Maka, saya sekadar mengajak sidang pembaca untuk flash-back ke bulan Oktober tahun 1928, saat Bung Karno getol-getolnya mendidik kader, menggalang persatuan di antara elemen perjuangan, demi tujuan Indonesia merdeka. Sebelumnya, yakni pada Desember 1927, Bung Karno berhasil menyatukan 7 (tujuh) organisasi menjadi satu dalam bendera PPPKI (Permufakatan Perhimpunan-Perhimpunan Politik Kebangsaan Indonesia).
Adapun ketujuh organisasi yang berhasil dilebur Bung Karno adalah PNI, Partai Sarekat Islam, Boedi Oetomo, Pasundan, Sarekat Sumatra, Kaum Betawi, dan Indonesische Studieclub). Nah, dengan bendera PPPKI itulah Bung Karno berorasi di mana-mana. Ia menggugah kesadaran relung jiwa bangsanya, ihwal hakikat penjajahan.

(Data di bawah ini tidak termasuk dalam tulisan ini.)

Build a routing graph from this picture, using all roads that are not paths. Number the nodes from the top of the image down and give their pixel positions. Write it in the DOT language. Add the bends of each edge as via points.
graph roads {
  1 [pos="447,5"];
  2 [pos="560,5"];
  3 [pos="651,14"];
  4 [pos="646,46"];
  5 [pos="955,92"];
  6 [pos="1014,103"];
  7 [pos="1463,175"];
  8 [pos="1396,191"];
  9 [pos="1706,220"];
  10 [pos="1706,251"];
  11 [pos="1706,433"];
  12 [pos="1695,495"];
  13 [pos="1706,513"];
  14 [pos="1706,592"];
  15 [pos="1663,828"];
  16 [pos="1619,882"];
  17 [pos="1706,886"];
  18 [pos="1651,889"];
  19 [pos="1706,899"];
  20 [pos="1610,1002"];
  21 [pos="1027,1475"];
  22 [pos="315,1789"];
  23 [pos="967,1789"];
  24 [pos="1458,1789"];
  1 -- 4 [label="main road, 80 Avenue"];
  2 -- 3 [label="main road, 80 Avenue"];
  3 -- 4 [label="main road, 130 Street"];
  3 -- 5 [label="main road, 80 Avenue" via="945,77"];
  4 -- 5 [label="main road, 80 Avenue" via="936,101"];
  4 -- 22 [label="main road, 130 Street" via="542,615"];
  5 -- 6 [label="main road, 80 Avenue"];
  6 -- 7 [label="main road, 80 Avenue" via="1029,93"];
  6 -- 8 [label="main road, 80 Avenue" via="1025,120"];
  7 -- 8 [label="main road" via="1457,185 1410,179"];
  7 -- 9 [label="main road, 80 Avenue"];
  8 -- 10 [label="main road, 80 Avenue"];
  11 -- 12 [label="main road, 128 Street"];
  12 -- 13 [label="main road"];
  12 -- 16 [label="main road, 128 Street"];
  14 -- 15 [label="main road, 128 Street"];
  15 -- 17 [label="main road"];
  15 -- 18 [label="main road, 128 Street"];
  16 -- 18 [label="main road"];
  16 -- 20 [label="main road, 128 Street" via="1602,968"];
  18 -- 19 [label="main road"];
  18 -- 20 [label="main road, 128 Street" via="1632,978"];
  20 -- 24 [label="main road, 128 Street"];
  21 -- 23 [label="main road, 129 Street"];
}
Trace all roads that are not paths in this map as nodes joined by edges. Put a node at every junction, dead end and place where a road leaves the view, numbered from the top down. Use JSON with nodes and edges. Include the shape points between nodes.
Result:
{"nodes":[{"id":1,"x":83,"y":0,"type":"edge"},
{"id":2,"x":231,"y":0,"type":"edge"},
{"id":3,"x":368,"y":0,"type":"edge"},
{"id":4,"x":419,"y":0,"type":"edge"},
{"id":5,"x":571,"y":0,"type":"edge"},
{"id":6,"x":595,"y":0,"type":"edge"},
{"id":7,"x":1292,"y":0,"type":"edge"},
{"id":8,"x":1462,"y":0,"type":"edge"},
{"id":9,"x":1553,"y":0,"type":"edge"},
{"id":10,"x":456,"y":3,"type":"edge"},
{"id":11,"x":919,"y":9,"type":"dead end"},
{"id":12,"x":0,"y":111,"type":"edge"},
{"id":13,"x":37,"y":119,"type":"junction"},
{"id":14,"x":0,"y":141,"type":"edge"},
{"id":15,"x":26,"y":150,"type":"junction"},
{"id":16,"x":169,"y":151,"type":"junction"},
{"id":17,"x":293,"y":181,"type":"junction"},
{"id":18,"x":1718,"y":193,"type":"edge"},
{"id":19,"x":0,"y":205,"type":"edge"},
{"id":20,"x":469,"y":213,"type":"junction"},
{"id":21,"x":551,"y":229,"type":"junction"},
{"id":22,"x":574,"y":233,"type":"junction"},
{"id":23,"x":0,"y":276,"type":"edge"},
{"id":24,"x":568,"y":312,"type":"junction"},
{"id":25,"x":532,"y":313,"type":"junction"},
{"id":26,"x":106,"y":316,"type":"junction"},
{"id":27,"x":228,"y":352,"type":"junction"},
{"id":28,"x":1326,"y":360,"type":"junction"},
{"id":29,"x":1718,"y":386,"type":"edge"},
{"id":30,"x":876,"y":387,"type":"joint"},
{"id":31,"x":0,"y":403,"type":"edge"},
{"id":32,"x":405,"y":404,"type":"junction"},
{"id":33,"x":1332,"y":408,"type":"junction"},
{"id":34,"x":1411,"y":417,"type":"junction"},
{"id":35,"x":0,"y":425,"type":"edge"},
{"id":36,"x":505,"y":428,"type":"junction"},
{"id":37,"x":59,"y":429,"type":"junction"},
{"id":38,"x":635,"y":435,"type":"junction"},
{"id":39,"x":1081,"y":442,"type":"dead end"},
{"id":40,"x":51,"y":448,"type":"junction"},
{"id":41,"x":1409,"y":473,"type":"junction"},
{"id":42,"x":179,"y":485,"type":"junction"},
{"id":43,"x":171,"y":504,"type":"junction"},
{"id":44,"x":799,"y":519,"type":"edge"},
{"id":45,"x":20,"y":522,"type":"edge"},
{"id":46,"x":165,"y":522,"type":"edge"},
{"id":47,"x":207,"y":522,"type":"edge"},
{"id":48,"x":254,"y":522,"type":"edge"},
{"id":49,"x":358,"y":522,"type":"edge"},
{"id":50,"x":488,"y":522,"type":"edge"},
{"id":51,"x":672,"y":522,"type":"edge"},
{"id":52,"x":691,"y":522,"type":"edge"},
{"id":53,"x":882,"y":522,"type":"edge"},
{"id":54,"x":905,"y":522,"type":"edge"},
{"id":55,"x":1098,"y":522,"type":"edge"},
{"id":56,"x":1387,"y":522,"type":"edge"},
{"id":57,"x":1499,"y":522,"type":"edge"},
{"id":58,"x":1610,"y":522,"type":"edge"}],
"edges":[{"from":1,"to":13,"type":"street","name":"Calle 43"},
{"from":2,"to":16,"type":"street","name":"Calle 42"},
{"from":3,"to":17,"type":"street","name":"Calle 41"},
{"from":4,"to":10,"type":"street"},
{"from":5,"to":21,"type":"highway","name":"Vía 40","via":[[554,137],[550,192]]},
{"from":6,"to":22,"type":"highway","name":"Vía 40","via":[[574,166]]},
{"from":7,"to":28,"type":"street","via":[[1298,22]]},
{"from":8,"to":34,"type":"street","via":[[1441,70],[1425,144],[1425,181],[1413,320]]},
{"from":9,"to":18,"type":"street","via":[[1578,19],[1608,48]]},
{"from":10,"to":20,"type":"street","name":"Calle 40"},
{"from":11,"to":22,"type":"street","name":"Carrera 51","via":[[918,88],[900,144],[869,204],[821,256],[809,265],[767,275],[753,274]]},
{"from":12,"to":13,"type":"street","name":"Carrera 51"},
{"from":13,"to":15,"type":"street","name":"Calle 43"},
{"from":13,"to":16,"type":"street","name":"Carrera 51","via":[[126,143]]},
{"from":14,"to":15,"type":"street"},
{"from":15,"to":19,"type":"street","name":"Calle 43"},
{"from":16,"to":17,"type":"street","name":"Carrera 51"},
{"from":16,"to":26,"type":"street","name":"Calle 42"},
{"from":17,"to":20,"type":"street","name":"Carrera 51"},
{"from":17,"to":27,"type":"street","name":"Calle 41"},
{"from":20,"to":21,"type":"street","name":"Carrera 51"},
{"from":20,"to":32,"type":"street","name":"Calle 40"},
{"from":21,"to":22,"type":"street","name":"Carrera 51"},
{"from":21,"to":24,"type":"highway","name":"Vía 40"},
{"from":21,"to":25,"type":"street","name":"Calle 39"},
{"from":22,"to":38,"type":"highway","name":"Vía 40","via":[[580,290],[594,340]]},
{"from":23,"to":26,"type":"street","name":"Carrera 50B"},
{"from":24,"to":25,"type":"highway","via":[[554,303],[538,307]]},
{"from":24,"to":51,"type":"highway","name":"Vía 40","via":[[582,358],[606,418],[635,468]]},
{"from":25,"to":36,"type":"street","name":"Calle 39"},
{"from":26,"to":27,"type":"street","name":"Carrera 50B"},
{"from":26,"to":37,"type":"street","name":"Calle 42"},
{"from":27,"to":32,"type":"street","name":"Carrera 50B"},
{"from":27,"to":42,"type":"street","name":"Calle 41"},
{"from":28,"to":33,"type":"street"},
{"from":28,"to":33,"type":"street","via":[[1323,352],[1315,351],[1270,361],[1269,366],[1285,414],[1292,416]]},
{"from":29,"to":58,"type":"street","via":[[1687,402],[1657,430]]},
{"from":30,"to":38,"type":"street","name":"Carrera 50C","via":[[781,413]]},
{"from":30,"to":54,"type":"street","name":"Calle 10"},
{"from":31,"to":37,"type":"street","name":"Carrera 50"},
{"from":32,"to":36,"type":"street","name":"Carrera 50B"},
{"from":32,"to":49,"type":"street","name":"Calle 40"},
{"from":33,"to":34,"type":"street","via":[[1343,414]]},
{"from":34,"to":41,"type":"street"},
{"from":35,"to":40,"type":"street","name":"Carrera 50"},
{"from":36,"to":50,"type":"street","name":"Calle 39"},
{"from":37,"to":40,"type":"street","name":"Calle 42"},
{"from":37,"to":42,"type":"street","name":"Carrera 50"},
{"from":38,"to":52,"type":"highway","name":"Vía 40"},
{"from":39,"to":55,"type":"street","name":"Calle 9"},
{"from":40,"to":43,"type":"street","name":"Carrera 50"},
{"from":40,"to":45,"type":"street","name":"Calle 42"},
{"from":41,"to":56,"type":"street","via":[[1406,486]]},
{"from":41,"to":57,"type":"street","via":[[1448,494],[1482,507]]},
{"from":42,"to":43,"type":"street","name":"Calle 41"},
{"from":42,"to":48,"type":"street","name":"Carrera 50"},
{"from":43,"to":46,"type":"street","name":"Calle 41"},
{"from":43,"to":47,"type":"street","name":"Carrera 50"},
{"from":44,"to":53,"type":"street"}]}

Di antara banyak pidato Bung Karno, yang sangat fenomenal karena penuh retorika, antara lain seperti berikut ini: “Matahari tidak terbit karena ayam berkokok, tetapi ayam jantan berkokok karena matahari terbit.” Kalimat itu adalah sengatan kepada segenap nurani, bahwa rakyat harus bangkit menyongsong peradaban baru. Rakyat harus berjuang untuk kemerdekaan. Rakyat harus bersatu untuk melepaskan diri dari belenggu penjajah laknat.
Berikutnya, Bung Karno berorasi, “Penjajahan ialah upaya mengolah tanah, mengolah harta-harta di dalam tanah, mengolah tanam-tanaman, mengolah hewan-hewan dan terutama mengolah penduduk untuk keuntungan ekonomi dari bangsa yang menjajah“.
Baik kita renungkan kalimat Bung Karno di atas. Bukankah dengan amandemen UUD 1945 yang digarap (dengan dukungan asing) sejak tahun 1999, 2000, 2001, hingga 2002 sejatinya kita telah dijerumuskan kembali sebagai bangsa budak? Banyak produk hukum berupa Undang Undang disahkan. Pasal 33 yang paling banyak dirombak adalah tentang ekonomi. Hasilnya, kini asing diizinkan menguasai mayoritas ladang usaha di Tanah Air dengan payung Undang Undang.
Mereka pun menguasai aset yang ada dalam tanah dan bumi kita, aset yang ada dalam laut, udara, hingga aset manusia, mulai dikeruk untuk keuntungan ekonomi bangsa lain atas nama penanaman modal asing di Indonesia.
Kalau kita tidak hendak berpolemik tentang “merdeka” dan “masih terjajah”, setidaknya kisa bisa menyepakati, bahwa dengan kondisi seperti ini, maka harapan tercapainya “masyarakat yang adil dan makmur” masih jauh panggang dari api. (roso daras)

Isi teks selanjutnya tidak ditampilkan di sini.